Friday, April 26, 2024

City councillor Nadeem Mazen speaks in late April at a March for Science event. (Photo: Caroline Mak via Facebook)

Two-term city councillor Nadeem Mazen has decided not to run for reelection.

“I’ve spent the past few months revving up for November elections,” he said in a mass email early Thursday, but decided to instead “to suspend my campaign now, after only two terms.” Instead, he will focus on helping others run before mulling a run for higher office later.

“If all goes to plan, I will use this summer to direct mini-documentaries that foster these [political] conversations for as broad an audience as possible. I will consider a run for higher office in 2018 or 2020, but I need to focus on our community conversations in the months immediately ahead,” Mazen wrote.

He was first elected in 2013 – the first Muslim elected to a government post in Massachusetts – vowing to stay in office for only four to six years before returning fully to the private sector. By declining to run again in November, he will leave after his fourth year.

Mazen leads an Iftar fast-breaking event in June at City Hall.

Mazen won his council seat after getting only 984 first-place votes in Cambridge’s 2013 race, which was ninth for a nine-seat body; running for reelection, he topped the ballot as that figure surged to 1,929 first-place votes. The next-closest candidate, longtime incumbent E. Denise Simmons, was more than 200 votes behind.

“I won my first election by just 14 votes,” he marveled in his Thursday email.

This isn’t the first shakeup seen in the upcoming election. David Maher, longtime city councillor and mayor David Maher said in November that he would not run for a 10th term, and instead lead the Cambridge Chamber of Commerce as its president and chief executive. So far the field is a few candidates smaller than in past elections, but formal nominations don’t even come until the summer, and two open seats are likely to provoke more interest from potential candidates.

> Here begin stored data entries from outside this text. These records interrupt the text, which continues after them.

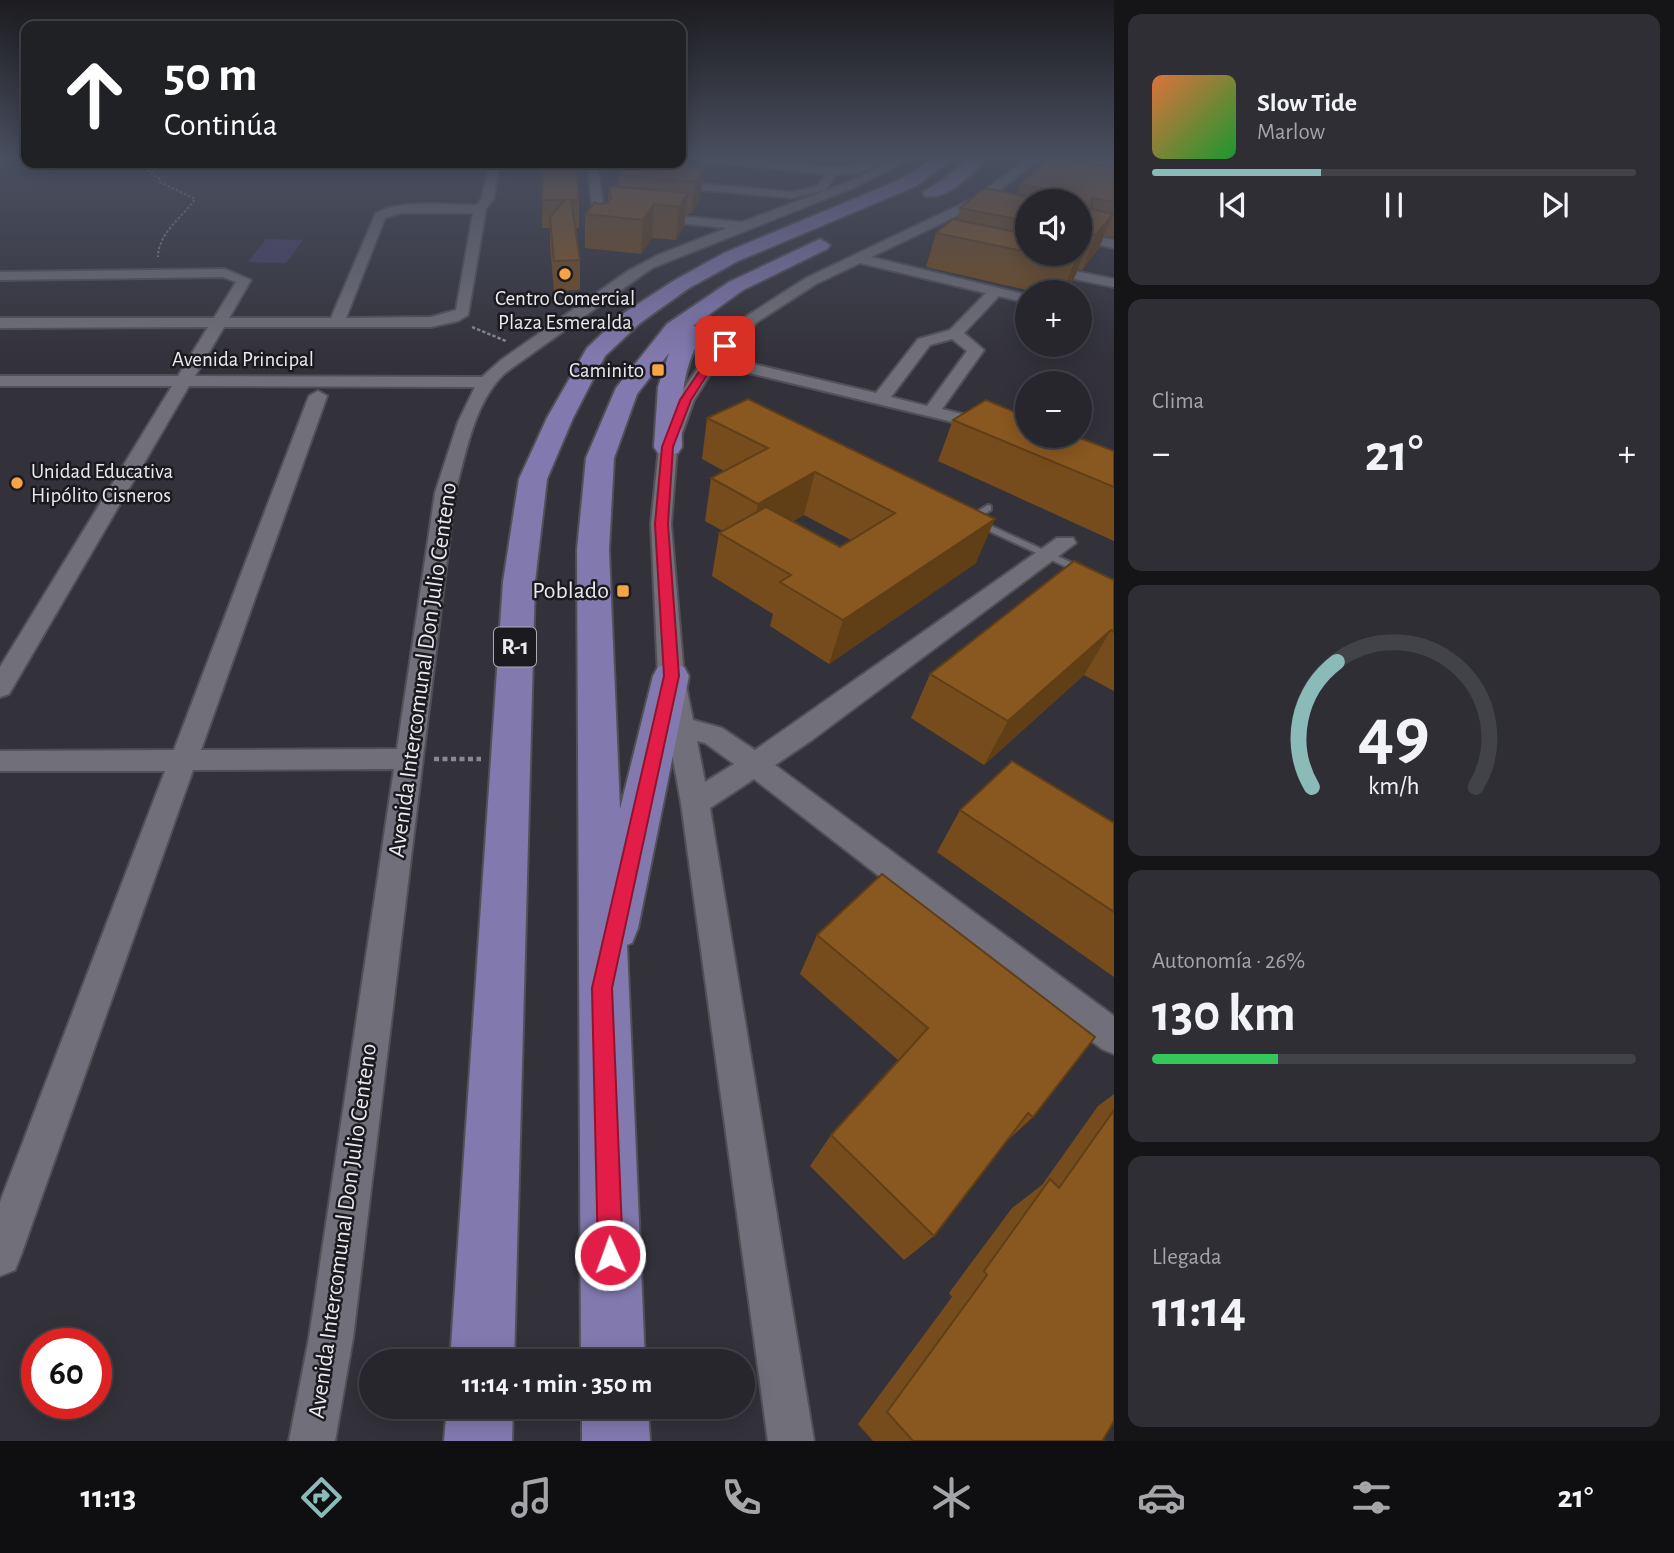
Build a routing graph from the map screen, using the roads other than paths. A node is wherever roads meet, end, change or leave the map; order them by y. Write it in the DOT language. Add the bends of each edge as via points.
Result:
graph roads {
  1 [pos="377,224"];
  2 [pos="477,224"];
  3 [pos="602,224"];
  4 [pos="728,224"];
  5 [pos="748,224"];
  6 [pos="809,224"];
  7 [pos="867,224"];
  8 [pos="942,224"];
  9 [pos="745,226"];
  10 [pos="601,232"];
  11 [pos="1092,239"];
  12 [pos="1114,244"];
  13 [pos="858,258"];
  14 [pos="1032,266"];
  15 [pos="1114,266"];
  16 [pos="0,276"];
  17 [pos="1108,282"];
  18 [pos="730,291"];
  19 [pos="995,292"];
  20 [pos="1015,296"];
  21 [pos="218,322"];
  22 [pos="337,322"];
  23 [pos="0,323"];
  24 [pos="955,333"];
  25 [pos="712,359"];
  26 [pos="0,381"];
  27 [pos="178,389"];
  28 [pos="483,389"];
  29 [pos="0,396"];
  30 [pos="318,396"];
  31 [pos="880,400"];
  32 [pos="931,412"];
  33 [pos="1015,432"];
  34 [pos="668,447"];
  35 [pos="988,508"];
  36 [pos="970,519"];
  37 [pos="954,526"];
  38 [pos="1056,549"];
  39 [pos="1114,586"];
  40 [pos="671,676"];
  41 [pos="0,688"];
  42 [pos="683,727"];
  43 [pos="408,760"];
  44 [pos="0,761"];
  45 [pos="183,761"];
  46 [pos="757,765"];
  47 [pos="695,803"];
  48 [pos="602,988"];
  49 [pos="1114,1037"];
  50 [pos="0,1255"];
  51 [pos="483,1349"];
  52 [pos="613,1349"];
  53 [pos="479,1419"];
  54 [pos="615,1419"];
  55 [pos="312,1441"];
  56 [pos="478,1441"];
  57 [pos="616,1441"];
  58 [pos="791,1441"];
  1 -- 22 [label="street"];
  2 -- 22 [label="street" via="463,312 431,322"];
  3 -- 10 [label="street"];
  4 -- 9 [label="street"];
  5 -- 9 [label="street, Avenida Intercomunal Don Julio Centeno"];
  6 -- 51 [label="main road, R-1" via="731,257 632,318 595,353 533,479 519,582"];
  7 -- 18 [label="main road"];
  8 -- 13 [label="street"];
  9 -- 28 [label="street, Avenida Intercomunal Don Julio Centeno" via="636,272 509,362"];
  11 -- 12 [label="street"];
  13 -- 19 [label="street"];
  13 -- 25 [label="street" via="751,319"];
  14 -- 17 [label="street"];
  15 -- 17 [label="street"];
  16 -- 21 [label="street" via="225,273 244,279"];
  18 -- 34 [label="main road" via="678,357 668,388"];
  18 -- 48 [label="main road" via="675,330 625,393 600,458 593,550"];
  19 -- 20 [label="street"];
  19 -- 24 [label="street"];
  21 -- 22 [label="street"];
  21 -- 23 [label="street"];
  21 -- 27 [label="street"];
  24 -- 31 [label="street" via="924,342"];
  24 -- 32 [label="street" via="976,350"];
  25 -- 31 [label="street"];
  25 -- 34 [label="street" via="685,400"];
  26 -- 27 [label="street, Avenida Principal"];
  27 -- 28 [label="street, Avenida Principal"];
  27 -- 29 [label="street, Avenida Principal"];
  27 -- 30 [label="street, Avenida Principal"];
  27 -- 41 [label="street"];
  28 -- 30 [label="street, Avenida Principal"];
  28 -- 43 [label="street, Avenida Intercomunal Don Julio Centeno" via="445,493"];
  30 -- 45 [label="street"];
  31 -- 32 [label="street"];
  32 -- 33 [label="street"];
  34 -- 40 [label="street" via="661,524"];
  35 -- 36 [label="lane"];
  36 -- 37 [label="lane"];
  36 -- 38 [label="lane"];
  38 -- 39 [label="lane"];
  38 -- 46 [label="street"];
  40 -- 42 [label="street"];
  40 -- 48 [label="main road"];
  42 -- 46 [label="street" via="713,735"];
  42 -- 47 [label="street"];
  43 -- 45 [label="street"];
  43 -- 55 [label="street, Avenida Intercomunal Don Julio Centeno" via="331,1338"];
  44 -- 45 [label="street"];
  45 -- 50 [label="street"];
  46 -- 47 [label="street"];
  46 -- 49 [label="street"];
  47 -- 58 [label="street"];
  48 -- 52 [label="main road"];
  53 -- 56 [label="main road"];
  54 -- 57 [label="main road"];
}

Before running, Mazen had moved to Cambridge for undergraduate and graduate work at the Massachusetts Institute of Technology. Saying he “fell in love with the city,” he stayed to open two small businesses in Central Square: Nimblebot.com, which makes educational media and software for social entrepreneurs and provides access to cutting-edge technology and job training; and danger!awesome, which did retail prototyping and design and taught the principles of working with equipment such as laser cutters and 3-D printers. Last year Mazen and a partner sold the business and let its spaces on Prospect Street and Massachusetts Avenues go for educational uses.

More recently, he co-founded Jetpac, a political advocacy and candidate training center “committed to reinvigorating politics [and] striving for fair representation of minority communities – especially our Muslim communities and allies – at the local, state and federal levels.”